Work order: Quote the records beneath, complete and exact. Leave out images.

Dataset:
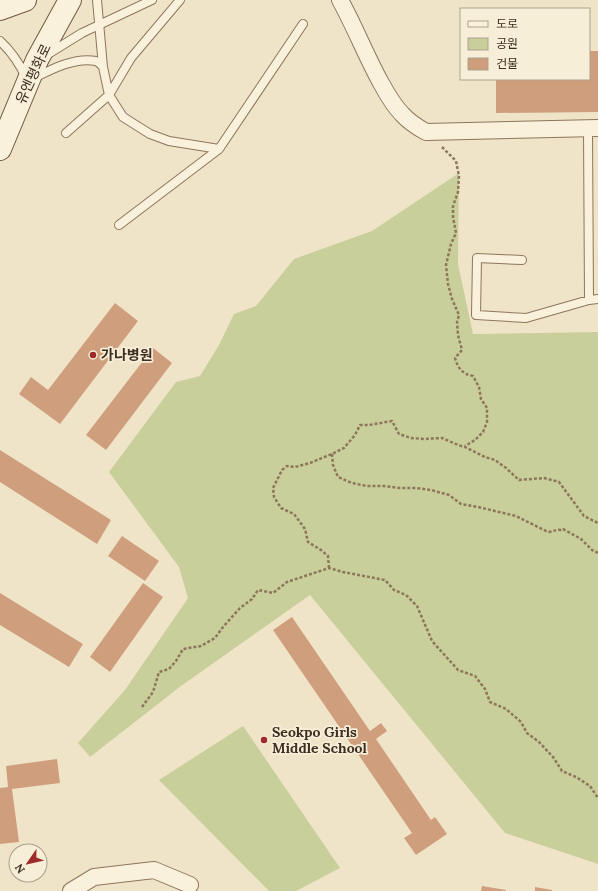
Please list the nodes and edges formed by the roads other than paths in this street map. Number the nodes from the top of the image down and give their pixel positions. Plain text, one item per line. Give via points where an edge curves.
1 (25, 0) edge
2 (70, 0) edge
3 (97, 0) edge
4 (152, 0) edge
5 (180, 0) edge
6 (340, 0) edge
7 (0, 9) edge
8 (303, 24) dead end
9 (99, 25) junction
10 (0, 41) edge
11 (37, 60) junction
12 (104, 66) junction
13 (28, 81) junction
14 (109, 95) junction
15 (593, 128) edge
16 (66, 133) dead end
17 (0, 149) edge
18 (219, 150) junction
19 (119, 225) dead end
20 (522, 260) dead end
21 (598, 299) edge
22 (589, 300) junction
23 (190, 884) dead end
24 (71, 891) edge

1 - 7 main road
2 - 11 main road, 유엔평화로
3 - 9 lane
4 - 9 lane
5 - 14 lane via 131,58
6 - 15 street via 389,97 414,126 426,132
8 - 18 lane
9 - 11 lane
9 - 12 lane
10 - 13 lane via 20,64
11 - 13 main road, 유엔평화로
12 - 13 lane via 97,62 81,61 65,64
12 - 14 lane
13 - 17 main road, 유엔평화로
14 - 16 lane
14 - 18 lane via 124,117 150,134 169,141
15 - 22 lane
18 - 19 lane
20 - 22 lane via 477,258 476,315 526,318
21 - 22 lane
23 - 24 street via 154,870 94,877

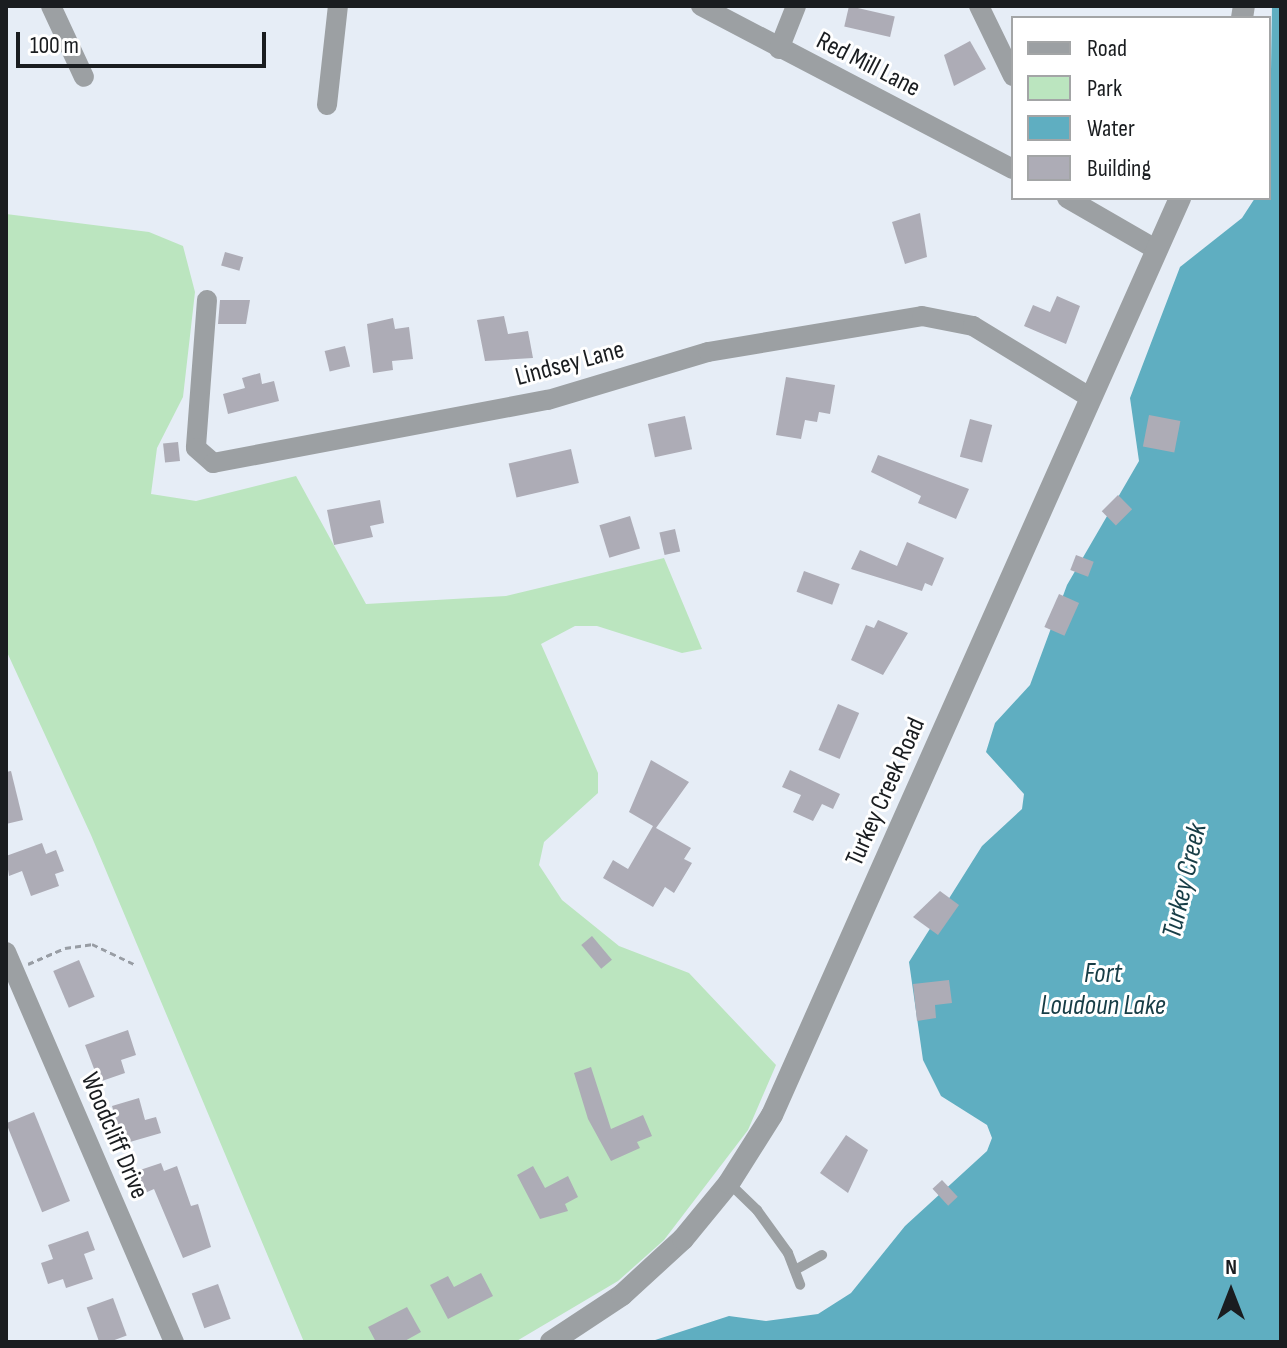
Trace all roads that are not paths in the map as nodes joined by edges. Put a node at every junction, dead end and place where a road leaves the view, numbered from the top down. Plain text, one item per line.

Solution to this exercise:
Please list the nodes and edges formed by the roads other than paths in this street map. Number the nodes from the top of the image down and give their pixel positions. Plain text, one item per line. Give via points where an edge curves.
1 (25, 0) edge
2 (70, 0) edge
3 (97, 0) edge
4 (152, 0) edge
5 (180, 0) edge
6 (340, 0) edge
7 (0, 9) edge
8 (303, 24) dead end
9 (99, 25) junction
10 (0, 41) edge
11 (37, 60) junction
12 (104, 66) junction
13 (28, 81) junction
14 (109, 95) junction
15 (593, 128) edge
16 (66, 133) dead end
17 (0, 149) edge
18 (219, 150) junction
19 (119, 225) dead end
20 (522, 260) dead end
21 (598, 299) edge
22 (589, 300) junction
23 (190, 884) dead end
24 (71, 891) edge

1 - 7 main road
2 - 11 main road, 유엔평화로
3 - 9 lane
4 - 9 lane
5 - 14 lane via 131,58
6 - 15 street via 389,97 414,126 426,132
8 - 18 lane
9 - 11 lane
9 - 12 lane
10 - 13 lane via 20,64
11 - 13 main road, 유엔평화로
12 - 13 lane via 97,62 81,61 65,64
12 - 14 lane
13 - 17 main road, 유엔평화로
14 - 16 lane
14 - 18 lane via 124,117 150,134 169,141
15 - 22 lane
18 - 19 lane
20 - 22 lane via 477,258 476,315 526,318
21 - 22 lane
23 - 24 street via 154,870 94,877

Trace all roads that are not paths in the map as nodes joined by edges. Put a node at every junction, dead end and place where a road leaves the view, numbered from the top down. Plain text, one item per line.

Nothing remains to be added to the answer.